“This study uses a life-course framework and data from the Health and Retirement Study and the Study of Assets and Health Dynamics Among the Oldest-Old to examine three hypotheses related to (dis)continuity in the effects of early-life disadvantage (African American race and low paternal education) and military service on later- life mortality. Specifically, the authors consider whether military service (and age at enlistment) mediates or moderates the effects of early-life disadvantage on later-life mortality and whether mid- to late-life marital status, socioeconomic status, health status, and health behaviors mediate the effects of military service on mortality. The authors find very little evidence to support the notion that any mortality benefits accrue to men as a consequence of military service overall or enlistment at any particular age. Most of the evidence is consistent with life-course disruption and continuity of disadvantage interpretations.”

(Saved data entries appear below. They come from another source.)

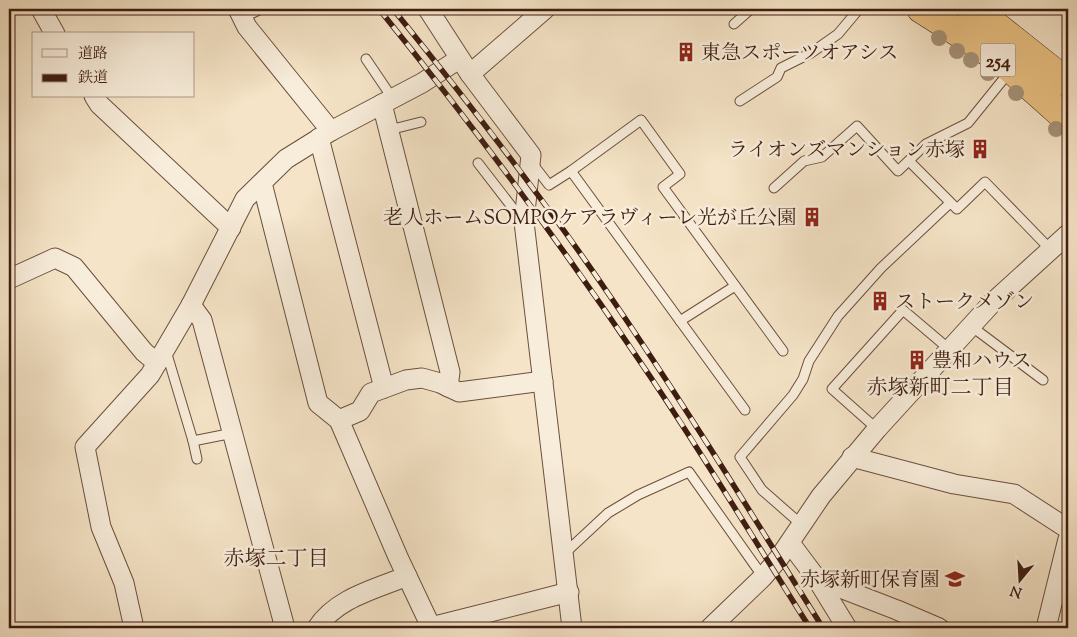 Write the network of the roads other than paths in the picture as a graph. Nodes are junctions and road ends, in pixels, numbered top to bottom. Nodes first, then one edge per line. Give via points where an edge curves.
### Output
1 (261, 9) edge
2 (428, 9) edge
3 (545, 9) edge
4 (751, 9) edge
5 (859, 9) edge
6 (921, 9) edge
7 (970, 9) edge
8 (45, 12) edge
9 (240, 13) edge
10 (734, 24) dead end
11 (54, 32) edge
12 (366, 59) dead end
13 (465, 66) junction
14 (1011, 69) junction
15 (1066, 76) edge
16 (95, 98) edge
17 (387, 101) junction
18 (740, 101) dead end
19 (1068, 120) edge
20 (421, 122) dead end
21 (389, 130) junction
22 (325, 134) junction
23 (530, 160) junction
24 (909, 161) junction
25 (478, 163) dead end
26 (571, 171) junction
27 (262, 183) junction
28 (774, 188) dead end
29 (950, 203) junction
30 (524, 222) junction
31 (231, 228) junction
32 (1068, 234) edge
33 (1051, 250) junction
34 (9, 278) edge
35 (735, 286) junction
36 (191, 305) junction
37 (680, 321) junction
38 (971, 326) junction
39 (949, 349) junction
40 (784, 351) dead end
41 (161, 356) junction
42 (1043, 380) dead end
43 (543, 381) junction
44 (448, 387) junction
45 (384, 388) junction
46 (745, 410) dead end
47 (339, 420) junction
48 (877, 429) junction
49 (233, 433) junction
50 (193, 441) junction
51 (852, 457) junction
52 (197, 459) dead end
53 (802, 524) junction
54 (1068, 529) edge
55 (1068, 539) edge
56 (790, 543) junction
57 (563, 555) junction
58 (407, 576) junction
59 (763, 577) junction
60 (816, 579) junction
61 (569, 592) junction
62 (437, 627) edge
63 (134, 628) edge
64 (285, 628) edge
65 (318, 628) edge
66 (572, 628) edge
67 (710, 628) edge
68 (847, 628) edge
69 (939, 628) edge
70 (1046, 628) edge

1 - 9 lane
2 - 13 street
3 - 13 street
4 - 10 lane
5 - 18 lane via 838,34 781,68 777,78
6 - 14 highway, 254
7 - 15 highway, 254
8 - 11 street
9 - 22 street
12 - 17 lane
13 - 17 street
13 - 23 street via 531,155
14 - 19 highway, 254
14 - 24 lane via 968,123 926,144
16 - 31 street
17 - 21 street
17 - 22 street
20 - 21 lane
21 - 44 street via 450,372
22 - 27 street via 286,159
22 - 45 street
23 - 26 lane via 549,185
23 - 30 street
24 - 28 lane via 898,172 857,126 822,157 804,161
24 - 29 lane
25 - 30 lane
26 - 35 lane via 641,120 680,174 662,187
26 - 37 lane
27 - 31 street via 245,199
27 - 47 street via 318,403
29 - 33 lane via 957,209 985,182
29 - 53 lane via 881,268 838,316 793,395 740,457 762,490
30 - 43 street
31 - 36 street
32 - 33 street
33 - 38 street
34 - 41 street via 56,258 74,267 144,352
35 - 37 lane
35 - 40 lane
36 - 41 street
36 - 49 street via 202,320
37 - 46 lane
38 - 39 street
38 - 42 lane
39 - 48 street
39 - 48 lane via 903,310 832,389
41 - 50 lane
41 - 63 street via 150,375 85,447 101,527 124,583
43 - 44 street via 459,392
43 - 57 street
44 - 45 street via 422,378
45 - 47 street via 371,393 360,410
47 - 58 street
48 - 51 street
49 - 50 lane
49 - 64 street
50 - 52 lane
51 - 53 street
51 - 54 street via 954,484 1014,494
53 - 56 street
55 - 70 street
56 - 59 street
56 - 60 street
57 - 59 lane via 608,513 638,495 690,472
57 - 61 street
58 - 62 street
58 - 65 street via 341,603
59 - 67 street
60 - 68 street
60 - 69 street
61 - 62 street
61 - 66 street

This study is designed to used a life-course approach to address three hypotheses in relation to the early-life disadvantage, later-life mortality and military service. The authors find selected evidences that support each of the three hypotheseses. However, there is little evidence to support the notion that “there are any benefits that accrue to men and materialize in their lives as a lower likelihood of dying as a consequence of military service overall or at any particular age at enlistment ”. If the results from this study are proven solid, there are some practical implications that can be inferred from these statements. For example, the study shows no evidence that the military service moderated the effect of lower paternal education on later-life mortality or military service mitigated to some extent the effects of racial inequality on later-life mortality, which is against the first hyphothesis that military serves as a positive turning point of the disadvantaged early life. The negative impact of the disadvantaged early life on likelihood of death seems to continue in their later-life, which con rm the life- course continuity and cumulative disadvantaged hypotheseses. Therefore, it implies that the military as a social institution might fail to provide opportunities that enable individuals to overcome early-life disadvantage The study suggests that employment status has the most significant effect on the likelihood of death in men’s later-life among all other mid to late- life characteristics. People who had employment were significantly less likely to die in the following 9 to 10 years than those without employment. And also, the possibility of dying increased as the household income increased and self-rated health condition is highly associated with the risk of dying. Other factors such as smoking and obesity are related with military men’s mortality as well. Taken together, factors including employment status, household income, health condition, smoking habit and obesity should be given more weights on the likelihood of mortality than military service experience and age at enlistment based on this study.
This study suggests that African American race and low paternal education have a continuous effect on later-life mortality, which confirms the life course disruption and continuity of disadvantage interpretations. It implies that policies and programs should provide more medical or financial assistance to those African American veterans with a lower paternal education. Since the impact of military service and age at enlistment on mortality remains controversial among different scholars, it is difficult to generate any policy implication from that. As mentioned above, factors including employment status, household income, health condition, smoking habit and obesity have a significant impact on veterans’ mortality in later life. Therefore, policies should pay more attention to these aspects to help increase the welfare of veterans.
For Future Research
There is a limited research on the impact of military service on mortality. The authors provide explorative research on the overall effect of military service and age of enlistment. Future research should extend the research group to a broader populations and to articulte how life-course processes impact later-life outcomes and mortality in a larger population. Also, future researchers should make more efforts to understand the historical context of military service, the length of service, and their potentially different effect on mortality. It is also crucial to consider whether these different aspects of military service exert differential effects on mid- and later-life health and disability trajectories and causes of death and outcomes for women since this study only focuses on these effects on men. Furthermore, due to the limitation of data, many significant variables were missing in the analysis model of this study, and therefore, detecting more variables will be helpful to perfect the statistical model and stengthen or question the results of this study. Finally, a lack of consideration of the dymamic nature of late-life health and mortality makes the study less substantial. Future research should make up of this limitation by estimating hazard model with time-varying covariates.